Да, всё было, как он сказал. Совсем маленькая бабушка в чёрной одежде; казалось, она совсем высохла, не весит ничего, совсем бесплотная, бестелесная, истлевшая, сохранившая только оболочку, но тоже какую-то духовную — невозможно было и подумать о жизненных соках, наполнявших это когда-то молодое тело, буквальных — сексуальных и рабочих соках, например, женском поте, должных частично сохраниться и теперь, но мёртвых, таящихся внутри и ведущих там свою неведомую работу. Морщинистое отдающее серым лицо, спокойное, кроткое и чуть величественное в неподвижности смерти. Такие же а-ля скульптурные руки, жилистые и морщинистые. Сколько всего они делали трудно и вообразить — они работали — им не делали маникюры и инъекции герыча, их пальцы не расслюнявливали презервативы, не размазывали кремы, гели, пенки и скрабы, не наносили на сетчатый тыльник ладони губнушку — для пробы, или маркером одиннацатизначный номер — для памяти, не щёлкали пультами и не стачивали клавиши клавиатюр, не кидали как в топку чипсы, не мяли под стульями жвачку, не показывали факи… Думаю не ошибусь, что рождала она семь раз (и ещё два-три аборта), что всех оставшихся в живых она кормила грудью, что эти руки не вылезали из мыльной воды (хоз. мыло, а не крем-бар), очень горячей или очень холодной, дубились и твердели, закалялись, потом мозолились: жали серпом, долбили цепом, молотом, лопатой, ломом, точили напильником, резали резцом, ножом, ножницами, наконец… Боже, всего пятьдесят лет, а какая пропасть! Это суть два разных вида человека — особенно женщины меня интересуют…
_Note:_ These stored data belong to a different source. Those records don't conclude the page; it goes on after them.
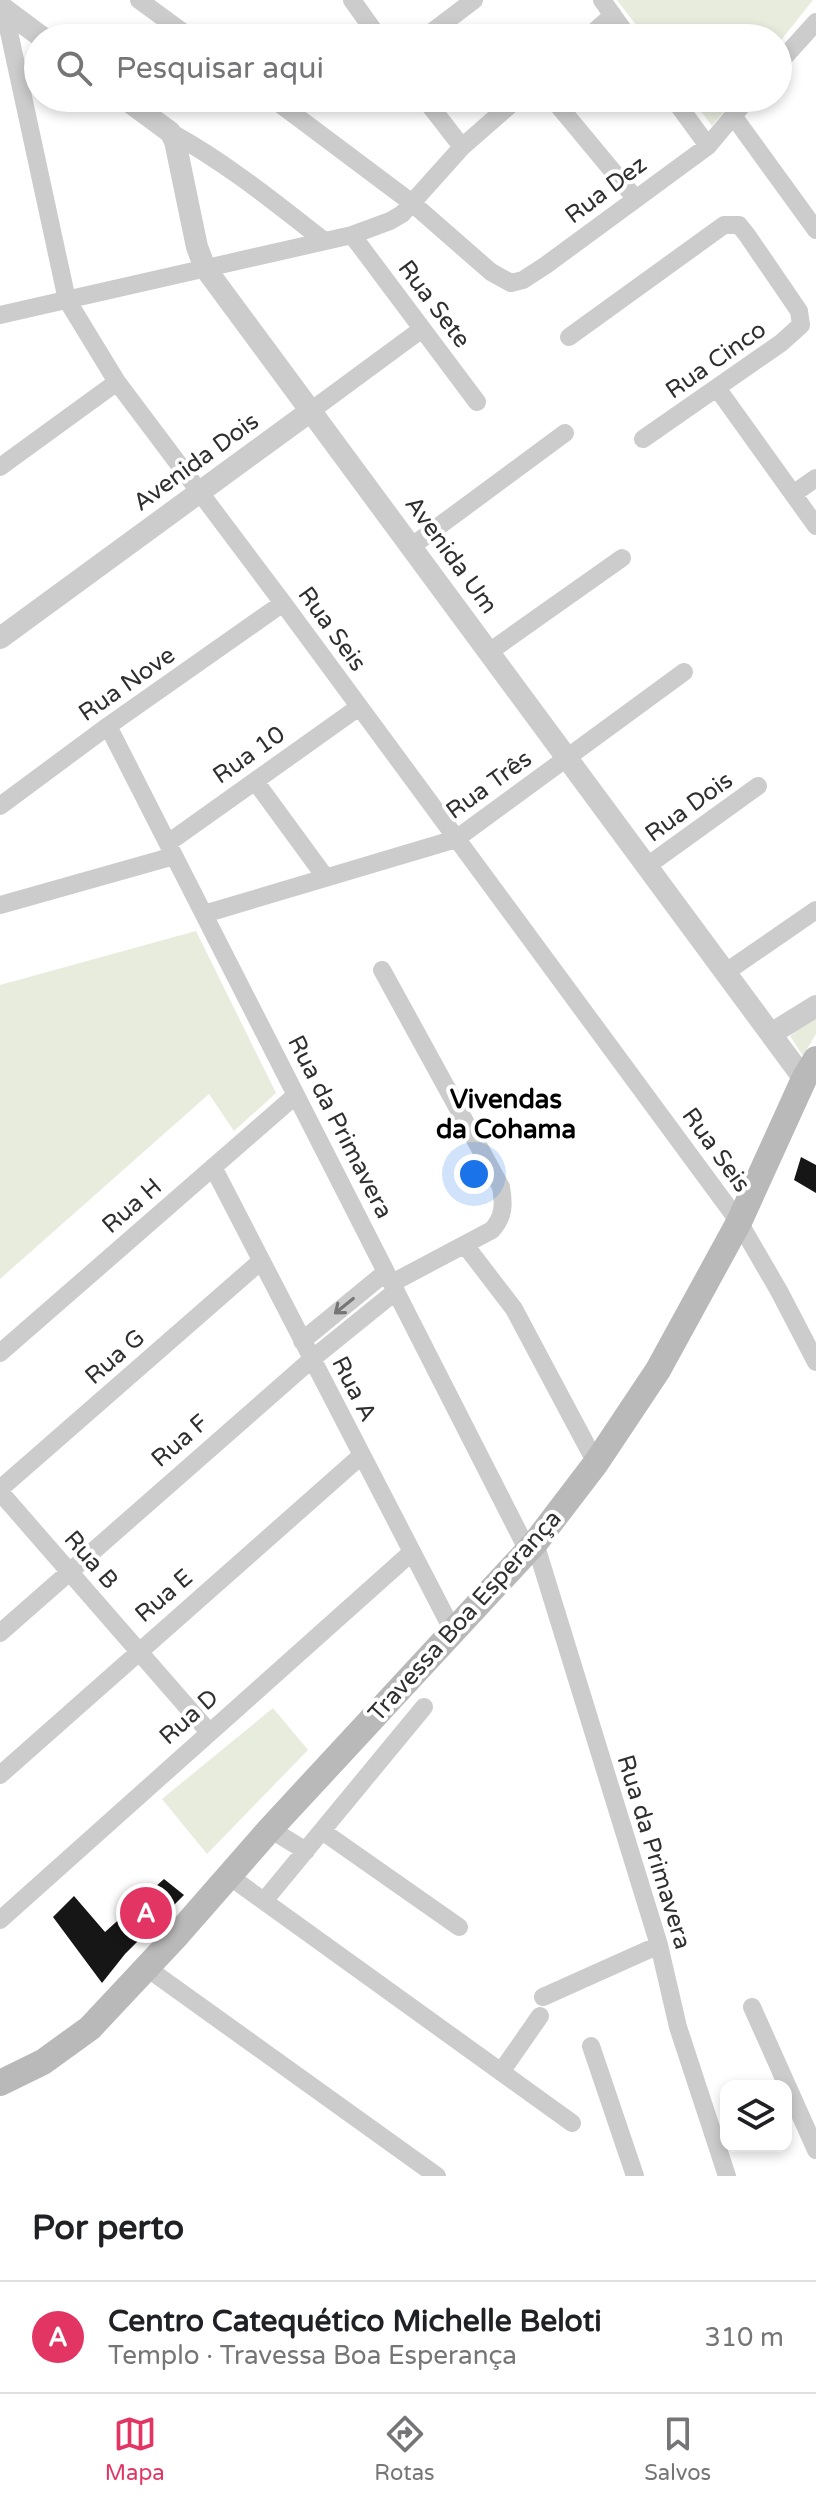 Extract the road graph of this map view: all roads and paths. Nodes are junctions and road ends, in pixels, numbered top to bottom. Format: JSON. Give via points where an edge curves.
{"nodes":[{"id":1,"x":139,"y":0,"type":"edge"},
{"id":2,"x":352,"y":0,"type":"edge"},
{"id":3,"x":474,"y":0,"type":"edge"},
{"id":4,"x":2,"y":7,"type":"edge"},
{"id":5,"x":24,"y":24,"type":"edge"},
{"id":6,"x":172,"y":24,"type":"edge"},
{"id":7,"x":369,"y":24,"type":"edge"},
{"id":8,"x":442,"y":24,"type":"edge"},
{"id":9,"x":814,"y":31,"type":"edge"},
{"id":10,"x":792,"y":51,"type":"edge"},
{"id":11,"x":24,"y":106,"type":"edge"},
{"id":12,"x":25,"y":112,"type":"edge"},
{"id":13,"x":143,"y":112,"type":"edge"},
{"id":14,"x":291,"y":112,"type":"edge"},
{"id":15,"x":435,"y":112,"type":"edge"},
{"id":16,"x":502,"y":112,"type":"edge"},
{"id":17,"x":564,"y":112,"type":"edge"},
{"id":18,"x":683,"y":112,"type":"edge"},
{"id":19,"x":738,"y":112,"type":"edge"},
{"id":20,"x":734,"y":117,"type":"junction"},
{"id":21,"x":170,"y":132,"type":"junction"},
{"id":22,"x":708,"y":146,"type":"junction"},
{"id":23,"x":462,"y":147,"type":"junction"},
{"id":24,"x":635,"y":198,"type":"junction"},
{"id":25,"x":412,"y":203,"type":"junction"},
{"id":26,"x":816,"y":230,"type":"edge"},
{"id":27,"x":352,"y":235,"type":"junction"},
{"id":28,"x":323,"y":240,"type":"junction"},
{"id":29,"x":205,"y":268,"type":"junction"},
{"id":30,"x":67,"y":300,"type":"junction"},
{"id":31,"x":0,"y":315,"type":"edge"},
{"id":32,"x":422,"y":329,"type":"junction"},
{"id":33,"x":569,"y":337,"type":"dead end"},
{"id":34,"x":117,"y":382,"type":"junction"},
{"id":35,"x":717,"y":388,"type":"junction"},
{"id":36,"x":477,"y":402,"type":"dead end"},
{"id":37,"x":312,"y":410,"type":"junction"},
{"id":38,"x":565,"y":433,"type":"dead end"},
{"id":39,"x":643,"y":439,"type":"dead end"},
{"id":40,"x":0,"y":467,"type":"edge"},
{"id":41,"x":816,"y":478,"type":"edge"},
{"id":42,"x":200,"y":490,"type":"junction"},
{"id":43,"x":793,"y":494,"type":"junction"},
{"id":44,"x":816,"y":526,"type":"edge"},
{"id":45,"x":412,"y":546,"type":"junction"},
{"id":46,"x":622,"y":558,"type":"dead end"},
{"id":47,"x":283,"y":603,"type":"junction"},
{"id":48,"x":0,"y":638,"type":"edge"},
{"id":49,"x":489,"y":652,"type":"junction"},
{"id":50,"x":684,"y":672,"type":"dead end"},
{"id":51,"x":359,"y":707,"type":"junction"},
{"id":52,"x":108,"y":726,"type":"junction"},
{"id":53,"x":568,"y":758,"type":"junction"},
{"id":54,"x":255,"y":781,"type":"junction"},
{"id":55,"x":758,"y":786,"type":"dead end"},
{"id":56,"x":0,"y":806,"type":"edge"},
{"id":57,"x":456,"y":839,"type":"junction"},
{"id":58,"x":171,"y":849,"type":"junction"},
{"id":59,"x":647,"y":866,"type":"junction"},
{"id":60,"x":326,"y":878,"type":"junction"},
{"id":61,"x":0,"y":905,"type":"edge"},
{"id":62,"x":816,"y":910,"type":"edge"},
{"id":63,"x":204,"y":914,"type":"junction"},
{"id":64,"x":382,"y":970,"type":"dead end"},
{"id":65,"x":726,"y":972,"type":"junction"},
{"id":66,"x":816,"y":1006,"type":"edge"},
{"id":67,"x":771,"y":1034,"type":"junction"},
{"id":68,"x":811,"y":1073,"type":"edge"},
{"id":69,"x":296,"y":1095,"type":"junction"},
{"id":70,"x":213,"y":1167,"type":"junction"},
{"id":71,"x":739,"y":1222,"type":"junction"},
{"id":72,"x":465,"y":1245,"type":"junction"},
{"id":73,"x":261,"y":1261,"type":"junction"},
{"id":74,"x":391,"y":1282,"type":"junction"},
{"id":75,"x":302,"y":1341,"type":"junction"},
{"id":76,"x":0,"y":1353,"type":"edge"},
{"id":77,"x":312,"y":1359,"type":"junction"},
{"id":78,"x":816,"y":1362,"type":"edge"},
{"id":79,"x":362,"y":1455,"type":"junction"},
{"id":80,"x":596,"y":1463,"type":"junction"},
{"id":81,"x":0,"y":1490,"type":"edge"},
{"id":82,"x":532,"y":1547,"type":"junction"},
{"id":83,"x":412,"y":1552,"type":"junction"},
{"id":84,"x":69,"y":1570,"type":"junction"},
{"id":85,"x":0,"y":1633,"type":"edge"},
{"id":86,"x":454,"y":1633,"type":"junction"},
{"id":87,"x":138,"y":1651,"type":"junction"},
{"id":88,"x":424,"y":1707,"type":"dead end"},
{"id":89,"x":209,"y":1732,"type":"junction"},
{"id":90,"x":0,"y":1775,"type":"edge"},
{"id":91,"x":270,"y":1829,"type":"junction"},
{"id":92,"x":322,"y":1831,"type":"junction"},
{"id":93,"x":306,"y":1851,"type":"junction"},
{"id":94,"x":229,"y":1876,"type":"junction"},
{"id":95,"x":264,"y":1901,"type":"junction"},
{"id":96,"x":0,"y":1920,"type":"edge"},
{"id":97,"x":459,"y":1927,"type":"dead end"},
{"id":98,"x":659,"y":1945,"type":"junction"},
{"id":99,"x":147,"y":1968,"type":"junction"},
{"id":100,"x":752,"y":2007,"type":"dead end"},
{"id":101,"x":591,"y":2046,"type":"dead end"},
{"id":102,"x":501,"y":2072,"type":"junction"},
{"id":103,"x":2,"y":2079,"type":"edge"},
{"id":104,"x":572,"y":2123,"type":"dead end"},
{"id":105,"x":816,"y":2150,"type":"edge"},
{"id":106,"x":437,"y":2176,"type":"edge"},
{"id":107,"x":635,"y":2176,"type":"edge"},
{"id":108,"x":727,"y":2176,"type":"edge"}],
"edges":[{"from":1,"to":6,"type":"street"},
{"from":2,"to":7,"type":"street"},
{"from":3,"to":8,"type":"street"},
{"from":4,"to":5,"type":"street"},
{"from":4,"to":11,"type":"street","name":"Rua Seis"},
{"from":9,"to":10,"type":"street"},
{"from":12,"to":30,"type":"street","name":"Rua Seis"},
{"from":13,"to":21,"type":"street"},
{"from":14,"to":25,"type":"street"},
{"from":15,"to":23,"type":"street"},
{"from":16,"to":23,"type":"street"},
{"from":17,"to":24,"type":"street"},
{"from":18,"to":22,"type":"street"},
{"from":19,"to":20,"type":"street","name":"Rua Dez"},
{"from":20,"to":22,"type":"street","name":"Rua Dez"},
{"from":20,"to":26,"type":"street"},
{"from":21,"to":28,"type":"street","via":[[244,178]]},
{"from":21,"to":29,"type":"street","name":"Avenida Um"},
{"from":22,"to":24,"type":"street","name":"Rua Dez"},
{"from":23,"to":25,"type":"street"},
{"from":24,"to":25,"type":"street","name":"Rua Dez","via":[[523,280],[511,283]]},
{"from":25,"to":27,"type":"street","via":[[390,221]]},
{"from":27,"to":28,"type":"street"},
{"from":27,"to":32,"type":"street","name":"Rua Sete"},
{"from":28,"to":29,"type":"street"},
{"from":29,"to":30,"type":"street"},
{"from":29,"to":37,"type":"street","name":"Avenida Um"},
{"from":30,"to":31,"type":"street"},
{"from":30,"to":34,"type":"street","name":"Rua Seis"},
{"from":32,"to":36,"type":"street","name":"Rua Sete"},
{"from":32,"to":37,"type":"street","name":"Avenida Dois"},
{"from":33,"to":35,"type":"street","name":"Rua Cinco","via":[[724,225],[739,225],[801,317],[797,330]]},
{"from":34,"to":40,"type":"street"},
{"from":34,"to":42,"type":"street","name":"Rua Seis"},
{"from":35,"to":39,"type":"street","name":"Rua Cinco"},
{"from":35,"to":43,"type":"street"},
{"from":37,"to":42,"type":"street","name":"Avenida Dois"},
{"from":37,"to":45,"type":"street","name":"Avenida Um"},
{"from":38,"to":45,"type":"street"},
{"from":41,"to":43,"type":"street"},
{"from":42,"to":47,"type":"street","name":"Rua Seis"},
{"from":42,"to":48,"type":"street","name":"Avenida Dois"},
{"from":43,"to":44,"type":"street"},
{"from":45,"to":49,"type":"street","name":"Avenida Um"},
{"from":46,"to":49,"type":"street"},
{"from":47,"to":51,"type":"street","name":"Rua Seis"},
{"from":47,"to":52,"type":"street","name":"Rua Nove"},
{"from":49,"to":53,"type":"street","name":"Avenida Um"},
{"from":50,"to":53,"type":"street","name":"Rua Três"},
{"from":51,"to":54,"type":"street","name":"Rua 10"},
{"from":51,"to":57,"type":"street","name":"Rua Seis"},
{"from":52,"to":56,"type":"street","name":"Rua Nove"},
{"from":52,"to":58,"type":"street","name":"Rua da Primavera"},
{"from":53,"to":57,"type":"street","name":"Rua Três"},
{"from":53,"to":59,"type":"street","name":"Avenida Um"},
{"from":54,"to":58,"type":"street","name":"Rua 10"},
{"from":54,"to":60,"type":"street"},
{"from":55,"to":59,"type":"street","name":"Rua Dois"},
{"from":57,"to":60,"type":"street","name":"Rua Três"},
{"from":57,"to":71,"type":"street","name":"Rua Seis"},
{"from":58,"to":61,"type":"street","name":"Rua 10"},
{"from":58,"to":63,"type":"street","name":"Rua da Primavera"},
{"from":59,"to":65,"type":"street","name":"Avenida Um"},
{"from":60,"to":63,"type":"street","name":"Rua Três"},
{"from":62,"to":65,"type":"street"},
{"from":63,"to":69,"type":"street","name":"Rua da Primavera"},
{"from":64,"to":72,"type":"street","via":[[501,1187],[503,1210],[497,1224]]},
{"from":65,"to":67,"type":"street","name":"Avenida Um"},
{"from":66,"to":67,"type":"street"},
{"from":67,"to":68,"type":"street","name":"Avenida Um"},
{"from":68,"to":71,"type":"main road","name":"Travessa Boa Esperança"},
{"from":69,"to":70,"type":"street","name":"Rua H"},
{"from":69,"to":74,"type":"street","name":"Rua da Primavera"},
{"from":70,"to":73,"type":"street","name":"Rua A"},
{"from":70,"to":76,"type":"street","name":"Rua H"},
{"from":71,"to":78,"type":"street","name":"Rua Seis"},
{"from":71,"to":80,"type":"main road","name":"Travessa Boa Esperança","via":[[658,1370]]},
{"from":72,"to":74,"type":"street"},
{"from":72,"to":80,"type":"street","via":[[514,1309]]},
{"from":73,"to":75,"type":"street","name":"Rua A"},
{"from":73,"to":81,"type":"street","name":"Rua G"},
{"from":74,"to":75,"type":"street","one_way":true},
{"from":74,"to":77,"type":"street","name":"Rua F"},
{"from":74,"to":82,"type":"street","name":"Rua da Primavera"},
{"from":75,"to":77,"type":"street","name":"Rua A"},
{"from":77,"to":79,"type":"street","name":"Rua A"},
{"from":77,"to":84,"type":"street","name":"Rua F"},
{"from":79,"to":83,"type":"street","name":"Rua A"},
{"from":79,"to":87,"type":"street","name":"Rua E"},
{"from":80,"to":82,"type":"main road","name":"Travessa Boa Esperança"},
{"from":81,"to":84,"type":"street","name":"Rua B"},
{"from":82,"to":86,"type":"main road","name":"Travessa Boa Esperança"},
{"from":82,"to":98,"type":"street","name":"Rua da Primavera"},
{"from":83,"to":86,"type":"street","name":"Rua A"},
{"from":83,"to":89,"type":"street","name":"Rua D"},
{"from":84,"to":85,"type":"street","name":"Rua F"},
{"from":84,"to":87,"type":"street","name":"Rua B"},
{"from":86,"to":91,"type":"main road","name":"Travessa Boa Esperança"},
{"from":87,"to":89,"type":"street","name":"Rua B"},
{"from":87,"to":90,"type":"street","name":"Rua E"},
{"from":88,"to":92,"type":"street"},
{"from":89,"to":96,"type":"street","name":"Rua D"},
{"from":91,"to":93,"type":"street"},
{"from":91,"to":94,"type":"main road","name":"Travessa Boa Esperança"},
{"from":92,"to":93,"type":"street"},
{"from":92,"to":97,"type":"street"},
{"from":93,"to":95,"type":"street"},
{"from":94,"to":95,"type":"street"},
{"from":94,"to":99,"type":"main road","name":"Travessa Boa Esperança"},
{"from":95,"to":102,"type":"street"},
{"from":98,"to":102,"type":"street","via":[[541,2006]]},
{"from":98,"to":108,"type":"street","name":"Rua da Primavera","via":[[678,2027]]},
{"from":99,"to":103,"type":"main road","name":"Travessa Boa Esperança","via":[[90,2028],[43,2062]]},
{"from":99,"to":106,"type":"street"},
{"from":100,"to":105,"type":"street"},
{"from":101,"to":107,"type":"street"},
{"from":102,"to":104,"type":"street"}]}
Вроде бы всё ничего, всё ясно, ничего не страшно, а всё равно как-то не по себе, как-то страшно…
Я вернулся с вилкой (хотя она и была чистая, я предварительно помыл её в коридоре над тазом).
— Мы, Саша, в школе инсценировали этот фильм, причём уже классе в седьмом — такое сильное впечатление он произвёл на неокрепшее воображенье юных советских сельских пионеров! Никто не заставлял! На большой перемене — спонтанно! Этим нельзя было не заняться! Потрясение, катарсис, цепная реакция вдохновения, экспансия искусства в действии! Занят был весь наш класс — все семь человек, даже Колюха! Вот тебе и «Общество Зрелища»! Впрочем, инициатором даже не я был. Но я исполнял главную роль — Хомы, а не Вия, дятел! — и вскоре сам собою сделался режиссёром и художественным руководителем. На главную женскую я, разумеется, как каждый уважающий себя наш брат, взял Яночку… Это единственное моё пересечение с театральным искусством…
— Ну, это не надо — как говорит Коробковец, ты актёр каких мало!
Я пытался есть; остывший рис с тушёнкой был уже не столь хорош; а так это довольно неплохое, а главное, простое и дешёвое кушанье: нужно купить пакетик риса (полкило или 0,9) и банку обычной тушёнки (свиной или комбинированной), помыть прямо в бокальчике бокальчика три риса, высыпая из него в кастрюлю, в которой налито в три раза больше воды, чем взяли риса, поставить варить, пока не выпарится вся вода, а самим открыть банку и при готовности добавить её содержимое к горячему рису, хорошенько размешав, рекомендуется посыпать перцем — чёрным или красным, или лучше и тем и другим, можно добавить кетчуп или даже лучше (в сочетании с жестокой смесью перцев) томатную пасту.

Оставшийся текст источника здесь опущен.